▶ **Task to carry out**: The lines from the start of the records below through the line containing "middle mcp: (631, 961)" are to be copied exactly, both ends included, with nothing added.

[Named joint coordinates]
------
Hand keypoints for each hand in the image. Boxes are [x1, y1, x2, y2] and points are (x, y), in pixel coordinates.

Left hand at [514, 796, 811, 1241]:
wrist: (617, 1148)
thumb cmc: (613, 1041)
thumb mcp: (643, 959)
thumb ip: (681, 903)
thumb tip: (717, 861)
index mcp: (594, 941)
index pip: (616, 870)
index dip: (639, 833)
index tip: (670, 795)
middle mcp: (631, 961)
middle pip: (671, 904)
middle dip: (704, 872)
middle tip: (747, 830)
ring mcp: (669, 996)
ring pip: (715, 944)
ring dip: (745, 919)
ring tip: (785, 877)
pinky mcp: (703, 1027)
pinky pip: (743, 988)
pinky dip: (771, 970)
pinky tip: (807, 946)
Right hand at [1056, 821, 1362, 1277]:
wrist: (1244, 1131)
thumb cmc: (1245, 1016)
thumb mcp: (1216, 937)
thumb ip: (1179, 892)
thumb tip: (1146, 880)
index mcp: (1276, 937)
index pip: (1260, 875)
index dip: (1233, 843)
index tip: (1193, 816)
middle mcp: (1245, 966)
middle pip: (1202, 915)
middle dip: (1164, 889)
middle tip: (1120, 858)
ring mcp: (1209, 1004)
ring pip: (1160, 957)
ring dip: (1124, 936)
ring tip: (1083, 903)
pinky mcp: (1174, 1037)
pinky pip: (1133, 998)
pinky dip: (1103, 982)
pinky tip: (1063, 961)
------
▶ **Reply to the exercise**:
Hand keypoints for each hand in the image. Boxes are [x1, y1, x2, y2] and points are (x, y), in pixel coordinates.

Left hand at [514, 796, 811, 1241]:
wrist: (617, 1148)
thumb cmc: (613, 1041)
thumb mcp: (643, 959)
thumb ip: (681, 903)
thumb tip: (717, 861)
index mcp: (594, 941)
index pip: (616, 870)
index dip: (639, 833)
index tip: (670, 795)
middle mcp: (631, 961)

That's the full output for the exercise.